-------- Given data --------
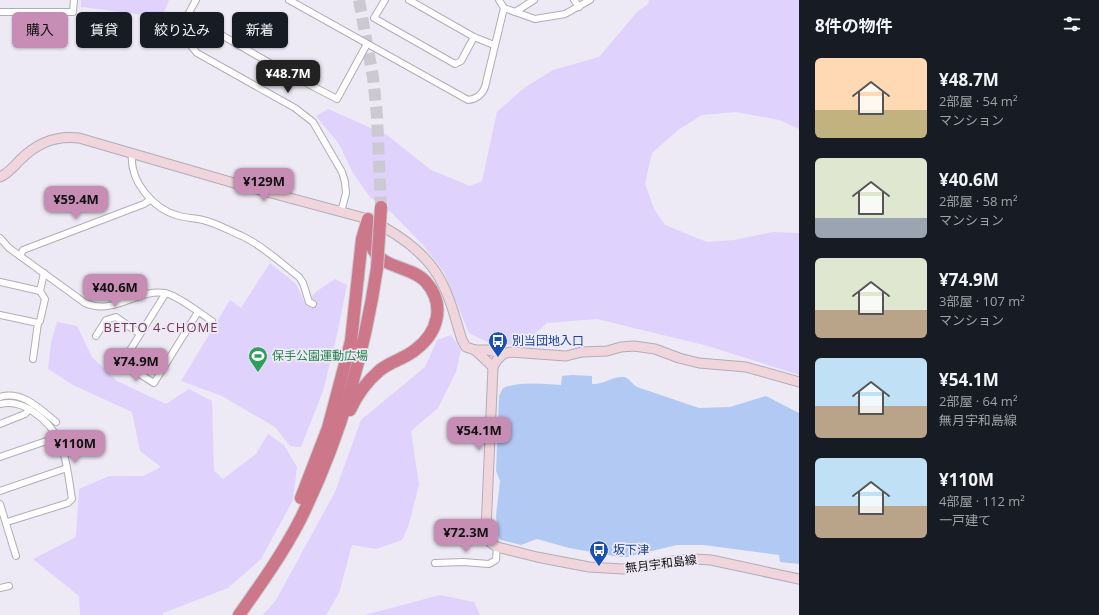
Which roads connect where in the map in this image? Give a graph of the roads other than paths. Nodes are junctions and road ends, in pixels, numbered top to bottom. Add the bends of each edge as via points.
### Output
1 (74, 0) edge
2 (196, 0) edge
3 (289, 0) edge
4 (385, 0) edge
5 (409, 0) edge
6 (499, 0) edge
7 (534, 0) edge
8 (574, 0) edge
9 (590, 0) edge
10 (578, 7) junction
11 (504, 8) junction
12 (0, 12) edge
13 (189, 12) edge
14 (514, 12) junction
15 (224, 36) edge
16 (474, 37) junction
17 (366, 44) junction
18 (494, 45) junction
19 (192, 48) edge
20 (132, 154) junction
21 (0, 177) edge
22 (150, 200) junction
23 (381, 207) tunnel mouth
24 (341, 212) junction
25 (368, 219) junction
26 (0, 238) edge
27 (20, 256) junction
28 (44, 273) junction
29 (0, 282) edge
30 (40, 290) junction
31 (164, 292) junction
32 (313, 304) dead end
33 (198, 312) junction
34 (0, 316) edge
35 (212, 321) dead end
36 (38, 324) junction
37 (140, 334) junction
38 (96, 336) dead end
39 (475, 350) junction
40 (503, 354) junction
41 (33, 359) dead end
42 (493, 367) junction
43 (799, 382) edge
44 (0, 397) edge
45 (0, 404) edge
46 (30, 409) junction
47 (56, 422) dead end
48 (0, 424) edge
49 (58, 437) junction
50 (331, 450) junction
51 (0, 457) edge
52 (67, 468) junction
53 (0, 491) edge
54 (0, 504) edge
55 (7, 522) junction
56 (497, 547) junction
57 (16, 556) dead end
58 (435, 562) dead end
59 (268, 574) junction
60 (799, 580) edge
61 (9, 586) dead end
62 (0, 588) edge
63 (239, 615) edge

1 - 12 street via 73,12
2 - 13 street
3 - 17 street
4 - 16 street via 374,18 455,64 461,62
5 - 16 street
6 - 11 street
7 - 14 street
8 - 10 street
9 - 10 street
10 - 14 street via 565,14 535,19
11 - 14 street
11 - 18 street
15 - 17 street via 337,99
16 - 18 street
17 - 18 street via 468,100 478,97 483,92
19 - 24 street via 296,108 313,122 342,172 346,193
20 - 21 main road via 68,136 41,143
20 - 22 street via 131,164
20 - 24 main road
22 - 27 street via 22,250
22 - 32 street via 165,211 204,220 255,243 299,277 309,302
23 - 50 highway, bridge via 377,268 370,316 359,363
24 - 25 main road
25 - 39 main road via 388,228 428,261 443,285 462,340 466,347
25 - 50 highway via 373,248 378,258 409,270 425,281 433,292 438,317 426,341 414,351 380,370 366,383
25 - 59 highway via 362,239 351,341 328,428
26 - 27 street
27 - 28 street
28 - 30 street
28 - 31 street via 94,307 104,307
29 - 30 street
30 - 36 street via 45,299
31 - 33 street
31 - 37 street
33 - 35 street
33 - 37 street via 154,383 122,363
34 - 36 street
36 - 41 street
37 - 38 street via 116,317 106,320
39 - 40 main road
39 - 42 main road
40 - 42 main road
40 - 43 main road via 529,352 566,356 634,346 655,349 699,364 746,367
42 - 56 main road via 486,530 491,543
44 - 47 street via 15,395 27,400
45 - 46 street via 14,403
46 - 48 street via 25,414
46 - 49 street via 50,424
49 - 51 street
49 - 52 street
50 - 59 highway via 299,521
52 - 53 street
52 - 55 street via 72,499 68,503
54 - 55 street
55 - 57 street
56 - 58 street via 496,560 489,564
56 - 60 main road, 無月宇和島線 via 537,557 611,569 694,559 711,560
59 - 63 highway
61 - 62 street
--------
Work order :: Keeping the pictures out, print the entries above exactly as written.

Solution to this exercise ::
Which roads connect where in the map in this image? Give a graph of the roads other than paths. Nodes are junctions and road ends, in pixels, numbered top to bottom. Add the bends of each edge as via points.
### Output
1 (74, 0) edge
2 (196, 0) edge
3 (289, 0) edge
4 (385, 0) edge
5 (409, 0) edge
6 (499, 0) edge
7 (534, 0) edge
8 (574, 0) edge
9 (590, 0) edge
10 (578, 7) junction
11 (504, 8) junction
12 (0, 12) edge
13 (189, 12) edge
14 (514, 12) junction
15 (224, 36) edge
16 (474, 37) junction
17 (366, 44) junction
18 (494, 45) junction
19 (192, 48) edge
20 (132, 154) junction
21 (0, 177) edge
22 (150, 200) junction
23 (381, 207) tunnel mouth
24 (341, 212) junction
25 (368, 219) junction
26 (0, 238) edge
27 (20, 256) junction
28 (44, 273) junction
29 (0, 282) edge
30 (40, 290) junction
31 (164, 292) junction
32 (313, 304) dead end
33 (198, 312) junction
34 (0, 316) edge
35 (212, 321) dead end
36 (38, 324) junction
37 (140, 334) junction
38 (96, 336) dead end
39 (475, 350) junction
40 (503, 354) junction
41 (33, 359) dead end
42 (493, 367) junction
43 (799, 382) edge
44 (0, 397) edge
45 (0, 404) edge
46 (30, 409) junction
47 (56, 422) dead end
48 (0, 424) edge
49 (58, 437) junction
50 (331, 450) junction
51 (0, 457) edge
52 (67, 468) junction
53 (0, 491) edge
54 (0, 504) edge
55 (7, 522) junction
56 (497, 547) junction
57 (16, 556) dead end
58 (435, 562) dead end
59 (268, 574) junction
60 (799, 580) edge
61 (9, 586) dead end
62 (0, 588) edge
63 (239, 615) edge

1 - 12 street via 73,12
2 - 13 street
3 - 17 street
4 - 16 street via 374,18 455,64 461,62
5 - 16 street
6 - 11 street
7 - 14 street
8 - 10 street
9 - 10 street
10 - 14 street via 565,14 535,19
11 - 14 street
11 - 18 street
15 - 17 street via 337,99
16 - 18 street
17 - 18 street via 468,100 478,97 483,92
19 - 24 street via 296,108 313,122 342,172 346,193
20 - 21 main road via 68,136 41,143
20 - 22 street via 131,164
20 - 24 main road
22 - 27 street via 22,250
22 - 32 street via 165,211 204,220 255,243 299,277 309,302
23 - 50 highway, bridge via 377,268 370,316 359,363
24 - 25 main road
25 - 39 main road via 388,228 428,261 443,285 462,340 466,347
25 - 50 highway via 373,248 378,258 409,270 425,281 433,292 438,317 426,341 414,351 380,370 366,383
25 - 59 highway via 362,239 351,341 328,428
26 - 27 street
27 - 28 street
28 - 30 street
28 - 31 street via 94,307 104,307
29 - 30 street
30 - 36 street via 45,299
31 - 33 street
31 - 37 street
33 - 35 street
33 - 37 street via 154,383 122,363
34 - 36 street
36 - 41 street
37 - 38 street via 116,317 106,320
39 - 40 main road
39 - 42 main road
40 - 42 main road
40 - 43 main road via 529,352 566,356 634,346 655,349 699,364 746,367
42 - 56 main road via 486,530 491,543
44 - 47 street via 15,395 27,400
45 - 46 street via 14,403
46 - 48 street via 25,414
46 - 49 street via 50,424
49 - 51 street
49 - 52 street
50 - 59 highway via 299,521
52 - 53 street
52 - 55 street via 72,499 68,503
54 - 55 street
55 - 57 street
56 - 58 street via 496,560 489,564
56 - 60 main road, 無月宇和島線 via 537,557 611,569 694,559 711,560
59 - 63 highway
61 - 62 street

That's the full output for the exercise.